EXERCISE INSTRUCTIONS:
Across the listing below, how many lines include the string "graph"? Reply with the number alone.

DATASET:
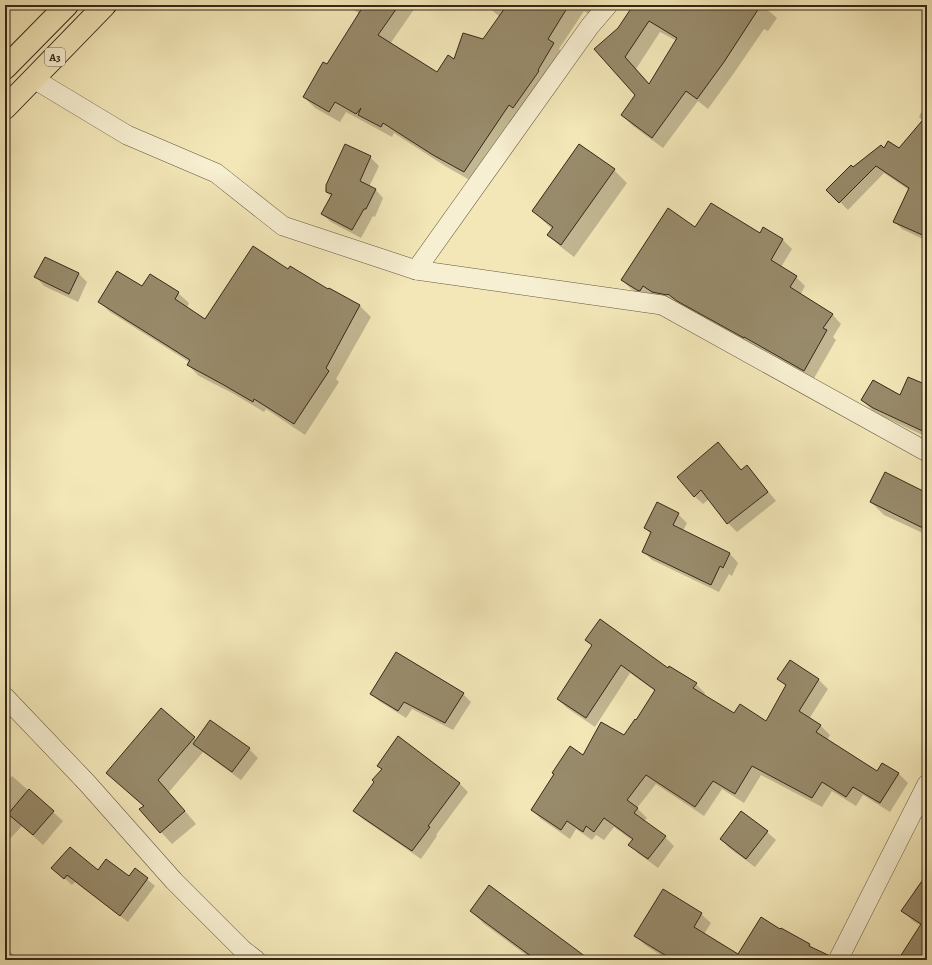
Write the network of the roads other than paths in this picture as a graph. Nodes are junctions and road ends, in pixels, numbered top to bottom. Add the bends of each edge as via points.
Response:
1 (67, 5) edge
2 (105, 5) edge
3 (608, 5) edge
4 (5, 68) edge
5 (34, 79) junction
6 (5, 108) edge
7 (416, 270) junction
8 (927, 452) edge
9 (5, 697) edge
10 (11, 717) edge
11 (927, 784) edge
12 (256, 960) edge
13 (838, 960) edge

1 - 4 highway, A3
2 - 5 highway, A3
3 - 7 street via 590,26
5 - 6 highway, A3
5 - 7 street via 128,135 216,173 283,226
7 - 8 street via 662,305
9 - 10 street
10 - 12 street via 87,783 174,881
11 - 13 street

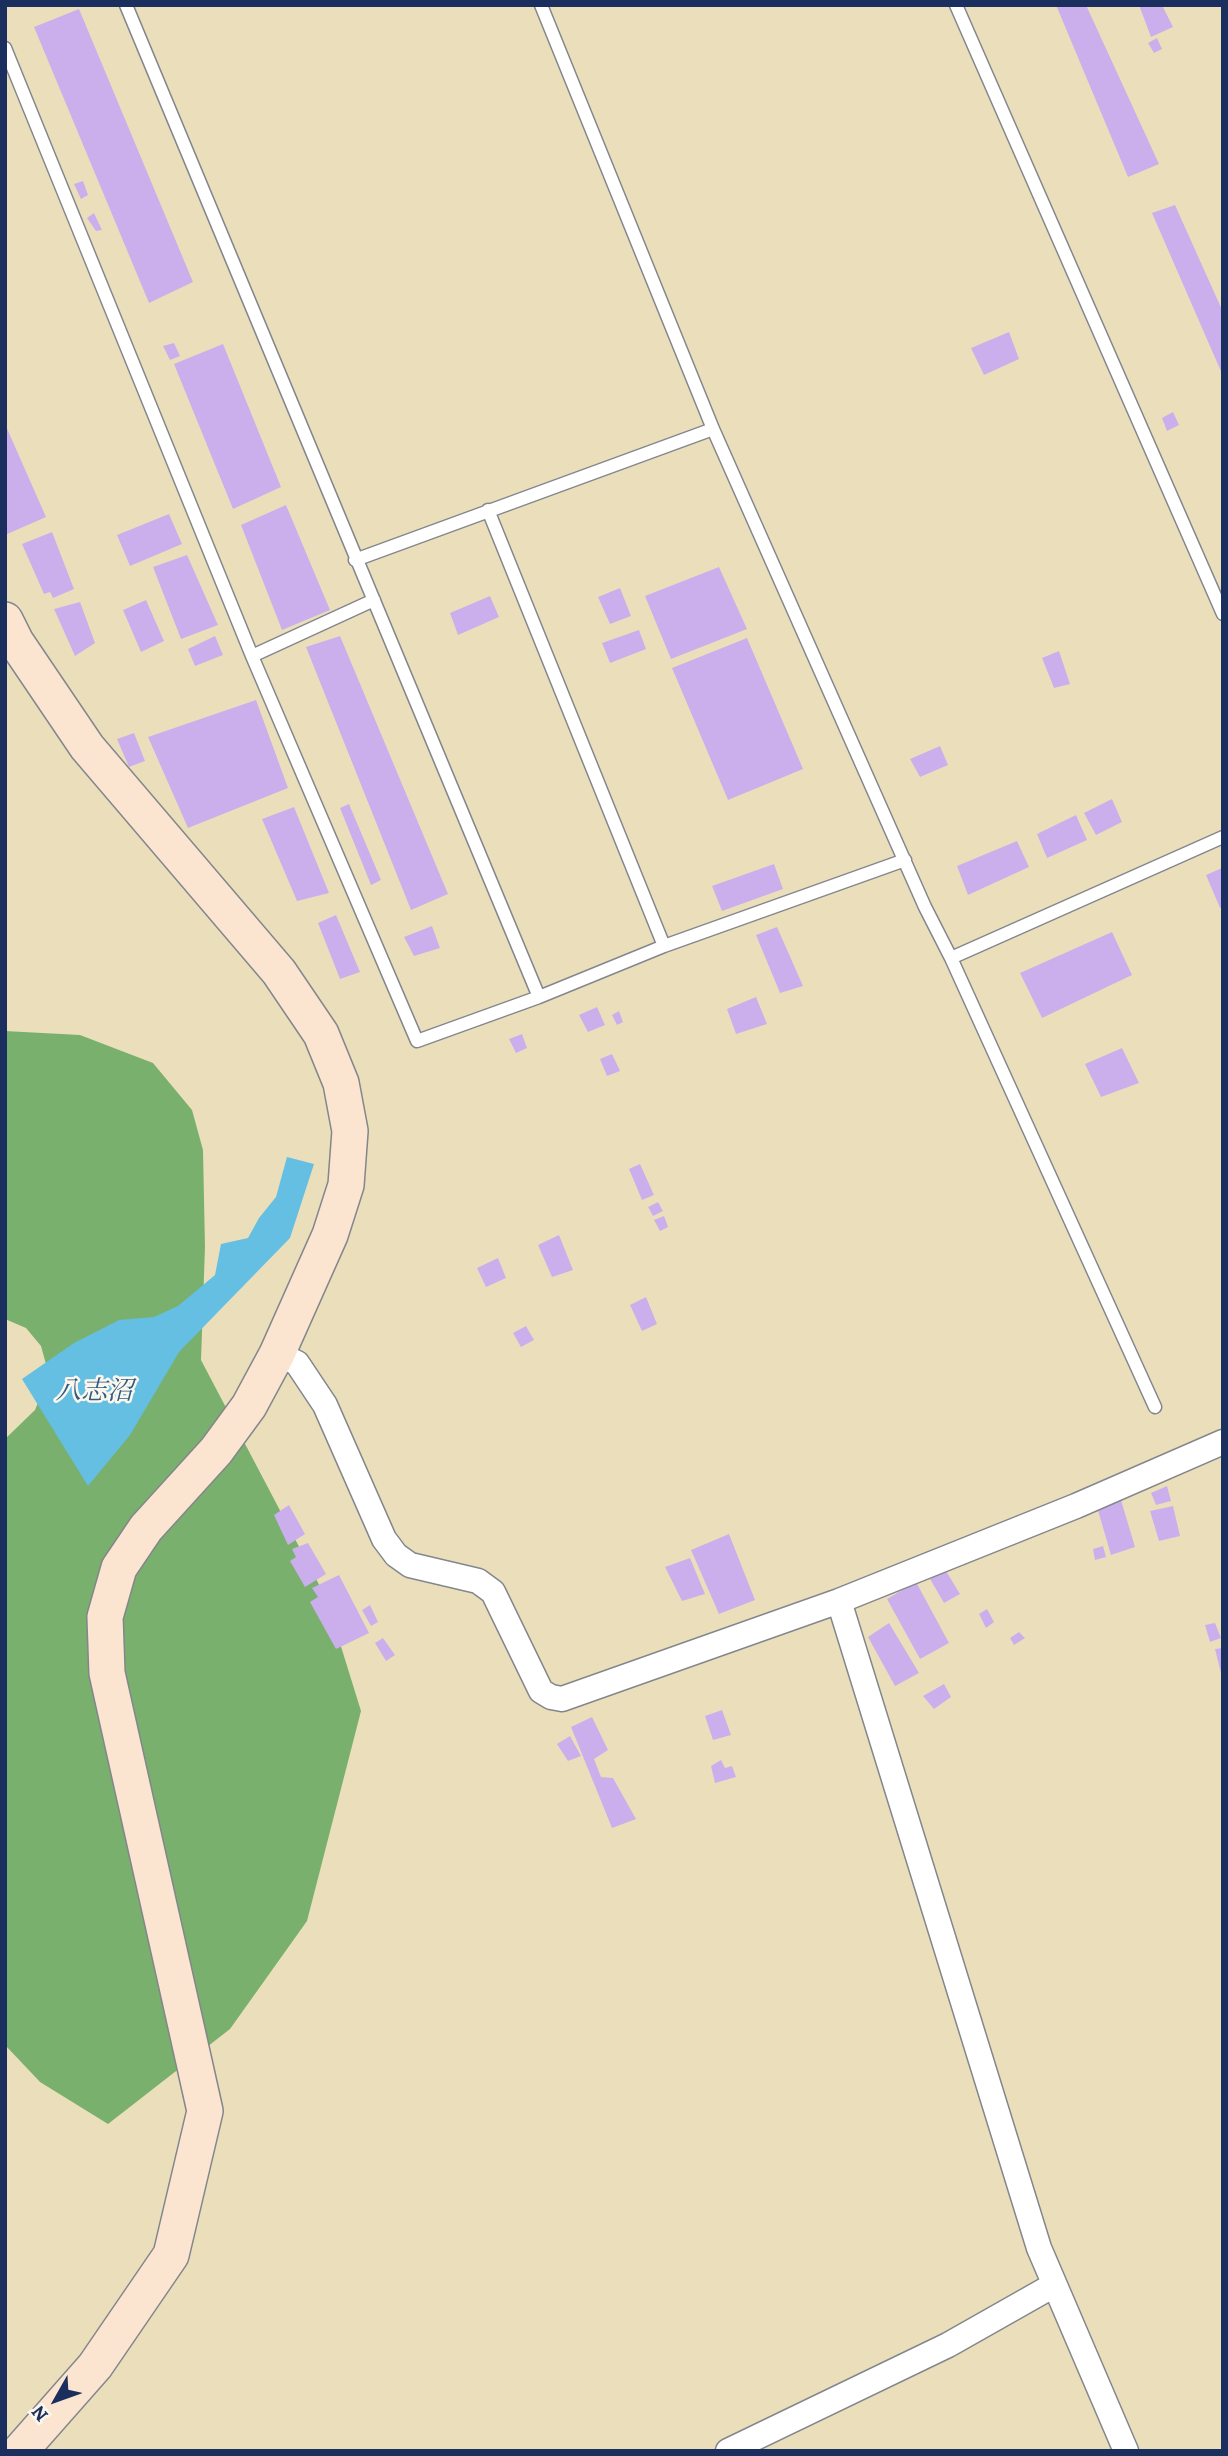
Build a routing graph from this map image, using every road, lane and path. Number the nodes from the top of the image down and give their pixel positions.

EXERCISE RESULT:
2